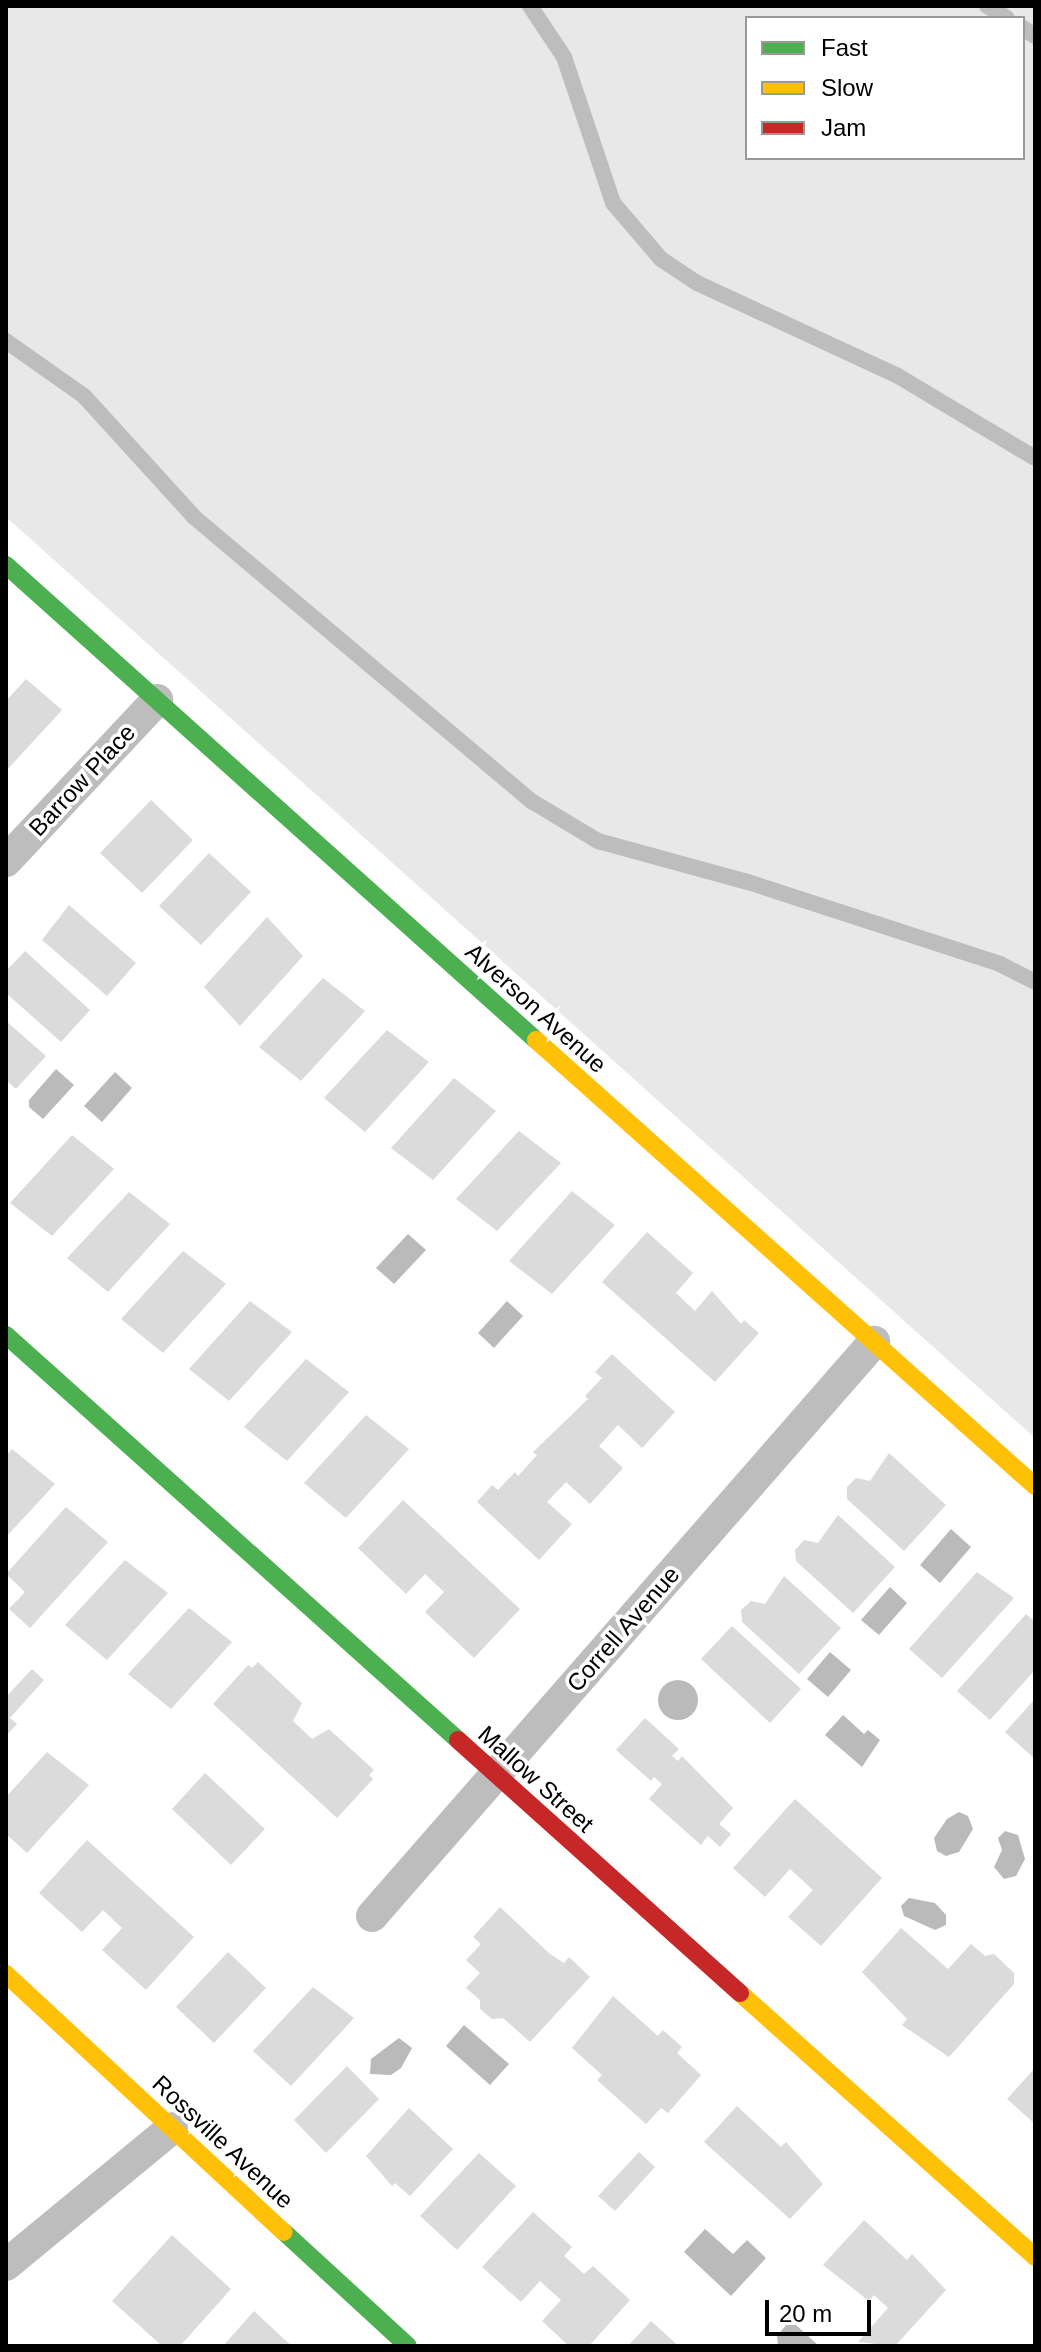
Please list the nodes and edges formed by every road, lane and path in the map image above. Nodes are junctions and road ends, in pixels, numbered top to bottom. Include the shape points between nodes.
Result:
1 (530, 6) edge
2 (6, 341) edge
3 (1035, 458) edge
4 (6, 565) edge
5 (157, 700) junction
6 (6, 861) edge
7 (1035, 982) edge
8 (6, 1335) edge
9 (874, 1342) junction
10 (1035, 1486) edge
11 (495, 1775) junction
12 (372, 1916) dead end
13 (6, 1974) edge
14 (172, 2128) junction
15 (1035, 2257) edge
16 (6, 2265) edge
17 (408, 2346) edge

1 - 3 lane via 564,57 613,203 661,259 697,283 898,376
2 - 7 lane via 84,396 194,517 533,802 598,841 748,882 1000,964
4 - 5 street, Alverson Avenue
5 - 6 street, Barrow Place
5 - 9 street, Alverson Avenue
8 - 11 street, Mallow Street
9 - 10 street, Alverson Avenue
9 - 11 street, Correll Avenue
11 - 12 street, Correll Avenue
11 - 15 street, Mallow Street
13 - 14 street, Rossville Avenue
14 - 16 street
14 - 17 street, Rossville Avenue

# # # # # # #

> [Directions for this task]: The material above must be printed exactly, with its pictures left out.

> [Response]:
Please list the nodes and edges formed by every road, lane and path in the map image above. Nodes are junctions and road ends, in pixels, numbered top to bottom. Include the shape points between nodes.
Result:
1 (530, 6) edge
2 (6, 341) edge
3 (1035, 458) edge
4 (6, 565) edge
5 (157, 700) junction
6 (6, 861) edge
7 (1035, 982) edge
8 (6, 1335) edge
9 (874, 1342) junction
10 (1035, 1486) edge
11 (495, 1775) junction
12 (372, 1916) dead end
13 (6, 1974) edge
14 (172, 2128) junction
15 (1035, 2257) edge
16 (6, 2265) edge
17 (408, 2346) edge

1 - 3 lane via 564,57 613,203 661,259 697,283 898,376
2 - 7 lane via 84,396 194,517 533,802 598,841 748,882 1000,964
4 - 5 street, Alverson Avenue
5 - 6 street, Barrow Place
5 - 9 street, Alverson Avenue
8 - 11 street, Mallow Street
9 - 10 street, Alverson Avenue
9 - 11 street, Correll Avenue
11 - 12 street, Correll Avenue
11 - 15 street, Mallow Street
13 - 14 street, Rossville Avenue
14 - 16 street
14 - 17 street, Rossville Avenue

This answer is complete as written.